ReLU (Rectified Linear Unit) introduces non-linearity: [ f(x) = \max(0, x) ] This helps the model learn complex patterns.
Max-pooling reduces spatial dimensions while retaining important features:
[
Y(i, j) = \max(X(i:i+2, j:j+2))
]
where a 2x2 window is applied with a stride of 2.
The flattened output is passed to a dense layer: [ Y = WX + b ] where (W) are weights and (b) is the bias.
For multi-class classification, the final layer uses softmax: [ P(y_i) = \frac{e^{z_i}}{\sum_j e^{z_j}} ] This converts logits into probabilities.
The model is compiled and trained with early stopping:
from tensorflow.keras.callbacks import EarlyStopping
early_stop = EarlyStopping(monitor='val_loss', patience=3)
model.compile(optimizer='adam', loss='categorical_crossentropy', metrics=['accuracy'])
# The Adam optimizer is used because it combines the advantages of both the Momentum and RMSprop optimizers, leading to faster convergence and adaptive learning rates.
# Categorical cross-entropy is chosen as the loss function because this is a multi-class classification problem, where the model predicts probabilities for multiple categories.
model.fit(train_data, validation_data=val_data, epochs=20, callbacks=[early_stop])After training, the model is evaluated on the test dataset:
test_data = datagen.flow_from_directory(test_dir, target_size=(128,128), batch_size=32, class_mode='categorical')
# The evaluate method calculates the loss and accuracy on the test dataset.
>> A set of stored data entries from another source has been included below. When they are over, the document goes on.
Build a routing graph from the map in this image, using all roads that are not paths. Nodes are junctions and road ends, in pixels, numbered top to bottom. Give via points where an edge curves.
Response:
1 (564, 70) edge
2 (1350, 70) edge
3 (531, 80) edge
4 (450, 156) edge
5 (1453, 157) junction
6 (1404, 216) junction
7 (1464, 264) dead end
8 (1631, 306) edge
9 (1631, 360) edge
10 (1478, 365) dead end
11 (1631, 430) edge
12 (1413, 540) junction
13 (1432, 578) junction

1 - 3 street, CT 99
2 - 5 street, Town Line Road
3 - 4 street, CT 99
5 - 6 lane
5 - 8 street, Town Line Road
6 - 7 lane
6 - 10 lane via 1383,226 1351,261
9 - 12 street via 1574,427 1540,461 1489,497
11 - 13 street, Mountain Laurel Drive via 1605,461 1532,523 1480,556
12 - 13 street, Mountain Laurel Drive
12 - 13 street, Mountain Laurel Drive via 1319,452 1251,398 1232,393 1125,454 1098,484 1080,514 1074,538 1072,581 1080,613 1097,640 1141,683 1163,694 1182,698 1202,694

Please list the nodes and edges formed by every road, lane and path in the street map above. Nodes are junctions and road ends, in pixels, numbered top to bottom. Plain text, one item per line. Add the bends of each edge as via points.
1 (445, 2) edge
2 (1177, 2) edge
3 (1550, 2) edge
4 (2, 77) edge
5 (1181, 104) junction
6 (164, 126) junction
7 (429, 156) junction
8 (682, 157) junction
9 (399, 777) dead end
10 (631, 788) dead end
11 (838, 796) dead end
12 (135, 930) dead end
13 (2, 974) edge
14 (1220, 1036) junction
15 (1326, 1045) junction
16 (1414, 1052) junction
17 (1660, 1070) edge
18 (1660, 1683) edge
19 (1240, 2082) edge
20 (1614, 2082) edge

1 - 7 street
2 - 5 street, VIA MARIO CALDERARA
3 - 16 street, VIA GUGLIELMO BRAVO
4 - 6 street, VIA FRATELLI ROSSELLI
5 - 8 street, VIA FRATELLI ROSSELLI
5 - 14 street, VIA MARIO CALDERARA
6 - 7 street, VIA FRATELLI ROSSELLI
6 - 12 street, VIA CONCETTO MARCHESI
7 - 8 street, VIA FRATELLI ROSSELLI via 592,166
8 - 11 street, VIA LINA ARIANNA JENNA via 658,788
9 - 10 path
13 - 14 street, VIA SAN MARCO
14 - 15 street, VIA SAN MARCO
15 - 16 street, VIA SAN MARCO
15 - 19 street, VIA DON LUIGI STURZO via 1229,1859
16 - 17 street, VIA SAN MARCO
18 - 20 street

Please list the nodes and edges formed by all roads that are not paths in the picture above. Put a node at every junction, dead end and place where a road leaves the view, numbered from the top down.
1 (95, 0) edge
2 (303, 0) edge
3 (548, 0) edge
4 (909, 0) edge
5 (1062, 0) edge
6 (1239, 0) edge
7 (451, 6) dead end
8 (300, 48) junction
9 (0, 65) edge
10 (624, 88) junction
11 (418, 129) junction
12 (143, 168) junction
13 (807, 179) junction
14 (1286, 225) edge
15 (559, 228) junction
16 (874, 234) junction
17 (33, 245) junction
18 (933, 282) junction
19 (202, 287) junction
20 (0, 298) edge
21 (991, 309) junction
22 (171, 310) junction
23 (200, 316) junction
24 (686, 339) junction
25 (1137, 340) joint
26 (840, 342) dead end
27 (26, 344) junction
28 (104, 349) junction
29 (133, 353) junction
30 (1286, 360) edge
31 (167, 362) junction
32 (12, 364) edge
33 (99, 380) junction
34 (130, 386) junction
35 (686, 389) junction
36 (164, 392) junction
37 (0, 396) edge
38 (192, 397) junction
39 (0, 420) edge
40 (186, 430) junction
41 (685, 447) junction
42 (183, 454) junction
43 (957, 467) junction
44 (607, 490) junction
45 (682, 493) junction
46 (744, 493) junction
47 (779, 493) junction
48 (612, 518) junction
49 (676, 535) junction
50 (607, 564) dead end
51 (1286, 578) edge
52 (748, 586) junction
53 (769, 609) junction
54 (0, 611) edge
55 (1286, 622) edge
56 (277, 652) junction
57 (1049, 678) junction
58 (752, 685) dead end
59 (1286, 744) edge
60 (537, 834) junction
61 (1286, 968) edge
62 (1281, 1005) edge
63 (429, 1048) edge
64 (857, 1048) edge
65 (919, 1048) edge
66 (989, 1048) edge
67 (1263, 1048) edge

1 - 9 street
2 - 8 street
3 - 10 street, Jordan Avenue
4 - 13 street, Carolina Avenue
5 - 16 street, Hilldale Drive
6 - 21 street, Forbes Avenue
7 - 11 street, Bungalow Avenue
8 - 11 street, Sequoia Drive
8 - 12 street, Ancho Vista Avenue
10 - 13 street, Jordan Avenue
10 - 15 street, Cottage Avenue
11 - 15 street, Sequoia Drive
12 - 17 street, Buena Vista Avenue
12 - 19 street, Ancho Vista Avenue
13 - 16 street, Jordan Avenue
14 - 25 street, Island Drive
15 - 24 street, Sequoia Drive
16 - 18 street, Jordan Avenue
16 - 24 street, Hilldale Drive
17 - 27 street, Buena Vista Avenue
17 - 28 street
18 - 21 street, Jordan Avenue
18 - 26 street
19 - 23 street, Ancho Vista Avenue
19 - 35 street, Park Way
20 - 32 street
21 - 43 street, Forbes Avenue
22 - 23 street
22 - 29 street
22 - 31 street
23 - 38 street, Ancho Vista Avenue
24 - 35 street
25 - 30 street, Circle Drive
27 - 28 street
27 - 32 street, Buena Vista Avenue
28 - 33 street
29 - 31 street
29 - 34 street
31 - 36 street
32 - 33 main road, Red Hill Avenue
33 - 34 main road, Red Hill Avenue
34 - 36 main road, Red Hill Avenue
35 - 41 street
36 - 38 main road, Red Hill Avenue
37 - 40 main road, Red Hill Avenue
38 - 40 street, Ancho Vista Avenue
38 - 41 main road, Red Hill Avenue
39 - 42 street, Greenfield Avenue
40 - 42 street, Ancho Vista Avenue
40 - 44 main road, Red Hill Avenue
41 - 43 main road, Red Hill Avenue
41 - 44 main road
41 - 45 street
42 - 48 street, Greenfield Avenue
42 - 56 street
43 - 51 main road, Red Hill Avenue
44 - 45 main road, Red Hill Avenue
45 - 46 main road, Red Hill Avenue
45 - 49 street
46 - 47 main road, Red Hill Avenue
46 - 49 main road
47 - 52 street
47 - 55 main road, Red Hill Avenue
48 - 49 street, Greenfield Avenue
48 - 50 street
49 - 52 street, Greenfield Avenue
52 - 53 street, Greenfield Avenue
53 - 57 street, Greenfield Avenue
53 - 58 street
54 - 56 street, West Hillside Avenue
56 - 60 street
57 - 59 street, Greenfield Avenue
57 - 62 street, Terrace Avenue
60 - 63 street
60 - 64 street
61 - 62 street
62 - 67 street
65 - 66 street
# - Loss is computed using categorical cross-entropy, which measures the dissimilarity between true labels and predicted probabilities.
# - Accuracy is computed as the ratio of correctly predicted samples to total samples in the test set.
evaluation_results = model.evaluate(test_data)
print(f'Test Loss: {evaluation_results[0]}')
print(f'Test Accuracy: {evaluation_results[1]}')- The training and validation accuracy and loss are plotted.
- The final accuracy on the test dataset is reported.
This project demonstrates how to preprocess an image dataset, apply data augmentation, and train a CNN for image classification using TensorFlow.